Interest rates won't rise until unemployment falls below 7%
Mark Carney has chosen to peg 'forward guidance' on the base rate to unemployment. It's risky - but then, he's not afraid of a bit of risk.

Well. The international money markets seem to like Bank of England governor Mark Carney’s forward guidance wheeze. The initial reaction may have been a drop in Sterling against the US Dollar – but the pound has now edged to a six-week high.

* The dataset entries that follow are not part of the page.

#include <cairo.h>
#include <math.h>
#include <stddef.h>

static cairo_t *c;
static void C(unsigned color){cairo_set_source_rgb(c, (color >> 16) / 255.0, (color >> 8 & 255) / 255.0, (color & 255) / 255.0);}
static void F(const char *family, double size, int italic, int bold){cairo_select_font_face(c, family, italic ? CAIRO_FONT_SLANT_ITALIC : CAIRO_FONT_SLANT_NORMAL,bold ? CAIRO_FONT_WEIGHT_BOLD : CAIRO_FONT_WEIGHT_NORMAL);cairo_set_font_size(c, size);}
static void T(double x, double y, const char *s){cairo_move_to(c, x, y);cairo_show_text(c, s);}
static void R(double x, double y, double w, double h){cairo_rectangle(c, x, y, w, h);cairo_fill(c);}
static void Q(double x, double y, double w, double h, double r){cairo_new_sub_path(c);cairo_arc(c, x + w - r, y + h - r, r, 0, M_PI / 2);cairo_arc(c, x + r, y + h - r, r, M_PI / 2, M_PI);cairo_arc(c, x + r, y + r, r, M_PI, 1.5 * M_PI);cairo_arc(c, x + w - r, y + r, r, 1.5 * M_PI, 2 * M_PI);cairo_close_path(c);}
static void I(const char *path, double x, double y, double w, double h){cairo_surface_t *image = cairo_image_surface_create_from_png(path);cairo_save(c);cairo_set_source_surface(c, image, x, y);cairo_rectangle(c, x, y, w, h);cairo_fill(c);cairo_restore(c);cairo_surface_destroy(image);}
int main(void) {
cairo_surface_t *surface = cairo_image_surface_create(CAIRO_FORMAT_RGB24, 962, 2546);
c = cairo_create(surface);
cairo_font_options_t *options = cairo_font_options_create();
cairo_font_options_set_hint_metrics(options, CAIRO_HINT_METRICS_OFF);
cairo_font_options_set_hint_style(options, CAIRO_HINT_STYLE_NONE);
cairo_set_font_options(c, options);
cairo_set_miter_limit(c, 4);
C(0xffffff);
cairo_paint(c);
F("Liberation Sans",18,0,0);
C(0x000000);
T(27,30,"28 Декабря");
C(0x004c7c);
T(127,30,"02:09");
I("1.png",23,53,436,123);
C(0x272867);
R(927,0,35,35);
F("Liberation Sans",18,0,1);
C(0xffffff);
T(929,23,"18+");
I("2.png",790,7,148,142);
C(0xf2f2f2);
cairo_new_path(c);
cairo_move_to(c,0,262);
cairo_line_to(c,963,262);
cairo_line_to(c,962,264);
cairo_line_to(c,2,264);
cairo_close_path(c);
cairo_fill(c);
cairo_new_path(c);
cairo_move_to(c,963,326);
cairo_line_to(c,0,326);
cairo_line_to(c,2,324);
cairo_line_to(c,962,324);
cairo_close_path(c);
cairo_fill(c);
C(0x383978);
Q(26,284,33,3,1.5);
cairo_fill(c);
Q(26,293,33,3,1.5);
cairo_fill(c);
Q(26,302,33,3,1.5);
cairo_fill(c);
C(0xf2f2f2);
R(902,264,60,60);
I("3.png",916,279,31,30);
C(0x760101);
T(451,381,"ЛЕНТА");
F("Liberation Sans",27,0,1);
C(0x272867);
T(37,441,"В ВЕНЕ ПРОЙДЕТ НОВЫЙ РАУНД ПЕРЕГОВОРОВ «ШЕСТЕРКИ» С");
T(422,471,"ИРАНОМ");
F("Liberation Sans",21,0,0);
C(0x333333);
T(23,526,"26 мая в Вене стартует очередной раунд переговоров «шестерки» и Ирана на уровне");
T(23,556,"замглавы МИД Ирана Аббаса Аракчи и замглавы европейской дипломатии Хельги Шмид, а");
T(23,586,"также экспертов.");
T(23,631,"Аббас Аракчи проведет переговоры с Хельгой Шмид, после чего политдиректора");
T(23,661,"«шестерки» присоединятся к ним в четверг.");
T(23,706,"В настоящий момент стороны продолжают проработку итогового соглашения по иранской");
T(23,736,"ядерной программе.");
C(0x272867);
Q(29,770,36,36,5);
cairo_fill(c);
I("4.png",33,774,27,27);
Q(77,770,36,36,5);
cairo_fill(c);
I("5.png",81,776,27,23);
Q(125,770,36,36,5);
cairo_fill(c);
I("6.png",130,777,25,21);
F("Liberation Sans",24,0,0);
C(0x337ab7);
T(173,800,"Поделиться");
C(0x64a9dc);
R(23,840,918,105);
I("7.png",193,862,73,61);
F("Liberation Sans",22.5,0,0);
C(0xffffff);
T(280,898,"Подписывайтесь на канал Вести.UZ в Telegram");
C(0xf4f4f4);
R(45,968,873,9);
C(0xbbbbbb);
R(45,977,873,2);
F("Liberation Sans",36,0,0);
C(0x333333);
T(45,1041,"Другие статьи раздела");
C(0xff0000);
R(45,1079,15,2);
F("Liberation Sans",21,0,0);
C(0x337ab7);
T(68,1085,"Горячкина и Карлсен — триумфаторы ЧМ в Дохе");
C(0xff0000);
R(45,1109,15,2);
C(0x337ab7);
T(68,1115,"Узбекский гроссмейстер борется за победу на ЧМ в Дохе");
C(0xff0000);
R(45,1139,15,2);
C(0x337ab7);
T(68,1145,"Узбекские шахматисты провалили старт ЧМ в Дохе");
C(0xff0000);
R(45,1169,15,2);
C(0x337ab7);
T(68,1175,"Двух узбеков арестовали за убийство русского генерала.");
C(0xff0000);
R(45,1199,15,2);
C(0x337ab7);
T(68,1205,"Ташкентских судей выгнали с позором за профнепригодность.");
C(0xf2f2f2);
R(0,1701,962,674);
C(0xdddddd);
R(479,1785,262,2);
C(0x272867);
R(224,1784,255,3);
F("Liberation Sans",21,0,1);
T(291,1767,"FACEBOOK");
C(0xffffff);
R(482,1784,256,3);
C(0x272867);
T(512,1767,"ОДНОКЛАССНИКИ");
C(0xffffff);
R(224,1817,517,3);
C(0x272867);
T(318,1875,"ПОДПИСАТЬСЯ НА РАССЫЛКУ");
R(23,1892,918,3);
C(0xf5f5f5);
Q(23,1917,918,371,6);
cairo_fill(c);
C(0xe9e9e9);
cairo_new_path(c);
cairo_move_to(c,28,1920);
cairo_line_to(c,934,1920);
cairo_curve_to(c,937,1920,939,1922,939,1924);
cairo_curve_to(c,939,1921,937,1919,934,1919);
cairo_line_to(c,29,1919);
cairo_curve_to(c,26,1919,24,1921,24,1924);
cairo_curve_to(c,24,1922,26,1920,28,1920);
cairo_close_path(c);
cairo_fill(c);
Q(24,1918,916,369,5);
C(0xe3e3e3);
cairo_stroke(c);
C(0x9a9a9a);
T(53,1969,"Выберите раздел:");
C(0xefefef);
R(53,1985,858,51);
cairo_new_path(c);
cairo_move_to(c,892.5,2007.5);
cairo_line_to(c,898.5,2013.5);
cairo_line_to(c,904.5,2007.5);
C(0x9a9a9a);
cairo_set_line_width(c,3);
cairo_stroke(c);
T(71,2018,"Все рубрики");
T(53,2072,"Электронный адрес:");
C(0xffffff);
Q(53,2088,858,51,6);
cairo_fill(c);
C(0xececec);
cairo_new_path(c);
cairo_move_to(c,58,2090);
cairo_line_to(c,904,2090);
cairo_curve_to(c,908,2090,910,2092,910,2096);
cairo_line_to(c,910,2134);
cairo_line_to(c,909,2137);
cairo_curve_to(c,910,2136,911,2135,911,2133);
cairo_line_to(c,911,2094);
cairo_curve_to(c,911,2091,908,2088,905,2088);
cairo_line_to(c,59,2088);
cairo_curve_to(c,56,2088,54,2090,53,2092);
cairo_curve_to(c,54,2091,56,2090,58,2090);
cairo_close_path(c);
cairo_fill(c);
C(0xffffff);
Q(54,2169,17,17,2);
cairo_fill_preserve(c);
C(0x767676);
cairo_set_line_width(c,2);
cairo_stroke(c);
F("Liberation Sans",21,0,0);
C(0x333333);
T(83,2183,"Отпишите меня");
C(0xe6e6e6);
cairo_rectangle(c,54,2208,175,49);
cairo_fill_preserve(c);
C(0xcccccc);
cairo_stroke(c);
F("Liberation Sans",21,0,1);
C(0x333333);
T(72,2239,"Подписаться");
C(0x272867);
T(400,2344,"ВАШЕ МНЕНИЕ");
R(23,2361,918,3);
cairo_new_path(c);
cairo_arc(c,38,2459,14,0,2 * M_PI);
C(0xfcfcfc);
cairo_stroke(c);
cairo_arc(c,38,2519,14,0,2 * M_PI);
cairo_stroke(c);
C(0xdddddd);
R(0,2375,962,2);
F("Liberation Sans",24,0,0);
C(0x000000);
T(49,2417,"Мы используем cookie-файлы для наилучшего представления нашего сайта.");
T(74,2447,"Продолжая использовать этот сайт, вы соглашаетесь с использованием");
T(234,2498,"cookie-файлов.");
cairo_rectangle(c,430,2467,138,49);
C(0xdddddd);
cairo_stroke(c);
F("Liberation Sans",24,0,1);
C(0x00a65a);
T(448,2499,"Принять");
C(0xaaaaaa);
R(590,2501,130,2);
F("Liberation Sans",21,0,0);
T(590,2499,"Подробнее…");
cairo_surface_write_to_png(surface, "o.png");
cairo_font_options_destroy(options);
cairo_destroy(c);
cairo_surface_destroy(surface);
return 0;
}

To wit:
Bearing in mind that Carney’s press conference began at 10.30, we’d say the markets were feeling pretty skittish…
Carney’s much-anticipated forward guidance is all very ‘Bank of the People’: it’s designed to help investors and households with their day-to-day decision-making by giving an indication of whether the interest rate is likely to rise over the next few years.
There had been debate around what he would peg his decision-making to: some suggested he would issue guidance saying base rates wouldn’t go up until the ‘output gap’ – the amount of slack there is in the economy – closes, while others suggested pegging it against inflation or GDP growth would be more prudent.
In the event, Carney chose unemployment, saying the rates won’t rise from 0.5% (where they’ve been for the past 51 months) until unemployment falls below 7%, on three conditions: that low interest rates don't post a threat to financial stability, that they don't increase medium-term inflation expectations and that they don't affect the Bank's forecast that inflation will fall below 2.5% in 18 to 24 months' time.